What the task requires ▸ Copy the records below in full, changing no character.

Extracted data ▸

+===+

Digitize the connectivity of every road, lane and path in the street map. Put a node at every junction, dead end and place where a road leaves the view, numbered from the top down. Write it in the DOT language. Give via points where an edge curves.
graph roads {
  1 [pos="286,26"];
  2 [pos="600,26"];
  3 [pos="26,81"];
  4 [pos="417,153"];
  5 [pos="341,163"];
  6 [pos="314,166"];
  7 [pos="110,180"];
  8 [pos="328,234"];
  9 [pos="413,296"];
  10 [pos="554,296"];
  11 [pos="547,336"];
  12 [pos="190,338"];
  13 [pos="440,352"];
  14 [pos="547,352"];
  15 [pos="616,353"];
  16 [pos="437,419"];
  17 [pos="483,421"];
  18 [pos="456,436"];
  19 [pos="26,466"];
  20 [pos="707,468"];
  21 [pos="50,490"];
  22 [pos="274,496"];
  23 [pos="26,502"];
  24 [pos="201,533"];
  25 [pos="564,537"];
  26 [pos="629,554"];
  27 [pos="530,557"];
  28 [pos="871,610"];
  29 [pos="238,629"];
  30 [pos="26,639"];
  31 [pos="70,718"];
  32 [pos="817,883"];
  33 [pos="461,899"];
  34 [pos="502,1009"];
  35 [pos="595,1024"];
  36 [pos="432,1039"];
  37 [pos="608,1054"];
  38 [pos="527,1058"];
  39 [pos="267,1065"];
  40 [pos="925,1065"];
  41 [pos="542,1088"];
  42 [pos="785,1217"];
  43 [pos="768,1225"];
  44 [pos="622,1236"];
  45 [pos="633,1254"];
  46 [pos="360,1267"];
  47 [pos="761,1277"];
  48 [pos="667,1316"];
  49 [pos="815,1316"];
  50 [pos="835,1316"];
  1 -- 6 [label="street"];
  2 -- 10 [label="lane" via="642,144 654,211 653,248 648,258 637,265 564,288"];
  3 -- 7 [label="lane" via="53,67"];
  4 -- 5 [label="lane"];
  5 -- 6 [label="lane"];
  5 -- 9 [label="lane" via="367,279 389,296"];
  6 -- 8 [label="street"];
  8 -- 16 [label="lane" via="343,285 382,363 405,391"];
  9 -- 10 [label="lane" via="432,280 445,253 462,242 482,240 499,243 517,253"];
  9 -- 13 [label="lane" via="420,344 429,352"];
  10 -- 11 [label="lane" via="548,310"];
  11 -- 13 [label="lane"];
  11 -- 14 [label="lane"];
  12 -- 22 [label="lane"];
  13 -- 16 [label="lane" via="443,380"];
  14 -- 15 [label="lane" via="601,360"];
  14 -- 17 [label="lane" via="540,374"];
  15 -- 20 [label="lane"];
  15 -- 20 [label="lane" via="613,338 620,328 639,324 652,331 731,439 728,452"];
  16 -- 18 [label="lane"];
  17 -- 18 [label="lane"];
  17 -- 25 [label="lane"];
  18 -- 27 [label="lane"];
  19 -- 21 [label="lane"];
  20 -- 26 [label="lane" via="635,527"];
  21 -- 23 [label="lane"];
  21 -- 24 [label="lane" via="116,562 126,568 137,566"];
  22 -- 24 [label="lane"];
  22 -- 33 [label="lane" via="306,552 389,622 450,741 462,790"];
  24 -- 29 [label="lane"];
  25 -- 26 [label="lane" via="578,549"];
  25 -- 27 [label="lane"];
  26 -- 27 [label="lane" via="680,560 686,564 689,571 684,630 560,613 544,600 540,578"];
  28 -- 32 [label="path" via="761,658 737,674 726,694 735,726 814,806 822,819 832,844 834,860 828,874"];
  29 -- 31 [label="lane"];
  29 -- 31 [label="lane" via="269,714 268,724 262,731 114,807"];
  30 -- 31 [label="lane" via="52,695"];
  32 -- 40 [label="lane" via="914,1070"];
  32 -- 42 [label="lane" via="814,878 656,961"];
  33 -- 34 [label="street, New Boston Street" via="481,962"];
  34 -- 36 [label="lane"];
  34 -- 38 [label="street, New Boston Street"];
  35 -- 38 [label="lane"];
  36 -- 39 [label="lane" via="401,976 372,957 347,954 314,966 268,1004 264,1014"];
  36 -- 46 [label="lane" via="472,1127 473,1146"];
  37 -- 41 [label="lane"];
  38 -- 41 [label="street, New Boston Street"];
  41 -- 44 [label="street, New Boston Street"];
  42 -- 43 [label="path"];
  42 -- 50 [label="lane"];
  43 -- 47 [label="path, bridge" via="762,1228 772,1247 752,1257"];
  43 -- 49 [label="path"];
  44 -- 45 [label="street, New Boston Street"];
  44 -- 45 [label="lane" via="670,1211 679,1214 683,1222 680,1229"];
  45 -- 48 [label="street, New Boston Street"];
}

+===+

Solved exercise ▸
Digitize the connectivity of every road, lane and path in the street map. Put a node at every junction, dead end and place where a road leaves the view, numbered from the top down. Write it in the DOT language. Give via points where an edge curves.
graph roads {
  1 [pos="286,26"];
  2 [pos="600,26"];
  3 [pos="26,81"];
  4 [pos="417,153"];
  5 [pos="341,163"];
  6 [pos="314,166"];
  7 [pos="110,180"];
  8 [pos="328,234"];
  9 [pos="413,296"];
  10 [pos="554,296"];
  11 [pos="547,336"];
  12 [pos="190,338"];
  13 [pos="440,352"];
  14 [pos="547,352"];
  15 [pos="616,353"];
  16 [pos="437,419"];
  17 [pos="483,421"];
  18 [pos="456,436"];
  19 [pos="26,466"];
  20 [pos="707,468"];
  21 [pos="50,490"];
  22 [pos="274,496"];
  23 [pos="26,502"];
  24 [pos="201,533"];
  25 [pos="564,537"];
  26 [pos="629,554"];
  27 [pos="530,557"];
  28 [pos="871,610"];
  29 [pos="238,629"];
  30 [pos="26,639"];
  31 [pos="70,718"];
  32 [pos="817,883"];
  33 [pos="461,899"];
  34 [pos="502,1009"];
  35 [pos="595,1024"];
  36 [pos="432,1039"];
  37 [pos="608,1054"];
  38 [pos="527,1058"];
  39 [pos="267,1065"];
  40 [pos="925,1065"];
  41 [pos="542,1088"];
  42 [pos="785,1217"];
  43 [pos="768,1225"];
  44 [pos="622,1236"];
  45 [pos="633,1254"];
  46 [pos="360,1267"];
  47 [pos="761,1277"];
  48 [pos="667,1316"];
  49 [pos="815,1316"];
  50 [pos="835,1316"];
  1 -- 6 [label="street"];
  2 -- 10 [label="lane" via="642,144 654,211 653,248 648,258 637,265 564,288"];
  3 -- 7 [label="lane" via="53,67"];
  4 -- 5 [label="lane"];
  5 -- 6 [label="lane"];
  5 -- 9 [label="lane" via="367,279 389,296"];
  6 -- 8 [label="street"];
  8 -- 16 [label="lane" via="343,285 382,363 405,391"];
  9 -- 10 [label="lane" via="432,280 445,253 462,242 482,240 499,243 517,253"];
  9 -- 13 [label="lane" via="420,344 429,352"];
  10 -- 11 [label="lane" via="548,310"];
  11 -- 13 [label="lane"];
  11 -- 14 [label="lane"];
  12 -- 22 [label="lane"];
  13 -- 16 [label="lane" via="443,380"];
  14 -- 15 [label="lane" via="601,360"];
  14 -- 17 [label="lane" via="540,374"];
  15 -- 20 [label="lane"];
  15 -- 20 [label="lane" via="613,338 620,328 639,324 652,331 731,439 728,452"];
  16 -- 18 [label="lane"];
  17 -- 18 [label="lane"];
  17 -- 25 [label="lane"];
  18 -- 27 [label="lane"];
  19 -- 21 [label="lane"];
  20 -- 26 [label="lane" via="635,527"];
  21 -- 23 [label="lane"];
  21 -- 24 [label="lane" via="116,562 126,568 137,566"];
  22 -- 24 [label="lane"];
  22 -- 33 [label="lane" via="306,552 389,622 450,741 462,790"];
  24 -- 29 [label="lane"];
  25 -- 26 [label="lane" via="578,549"];
  25 -- 27 [label="lane"];
  26 -- 27 [label="lane" via="680,560 686,564 689,571 684,630 560,613 544,600 540,578"];
  28 -- 32 [label="path" via="761,658 737,674 726,694 735,726 814,806 822,819 832,844 834,860 828,874"];
  29 -- 31 [label="lane"];
  29 -- 31 [label="lane" via="269,714 268,724 262,731 114,807"];
  30 -- 31 [label="lane" via="52,695"];
  32 -- 40 [label="lane" via="914,1070"];
  32 -- 42 [label="lane" via="814,878 656,961"];
  33 -- 34 [label="street, New Boston Street" via="481,962"];
  34 -- 36 [label="lane"];
  34 -- 38 [label="street, New Boston Street"];
  35 -- 38 [label="lane"];
  36 -- 39 [label="lane" via="401,976 372,957 347,954 314,966 268,1004 264,1014"];
  36 -- 46 [label="lane" via="472,1127 473,1146"];
  37 -- 41 [label="lane"];
  38 -- 41 [label="street, New Boston Street"];
  41 -- 44 [label="street, New Boston Street"];
  42 -- 43 [label="path"];
  42 -- 50 [label="lane"];
  43 -- 47 [label="path, bridge" via="762,1228 772,1247 752,1257"];
  43 -- 49 [label="path"];
  44 -- 45 [label="street, New Boston Street"];
  44 -- 45 [label="lane" via="670,1211 679,1214 683,1222 680,1229"];
  45 -- 48 [label="street, New Boston Street"];
}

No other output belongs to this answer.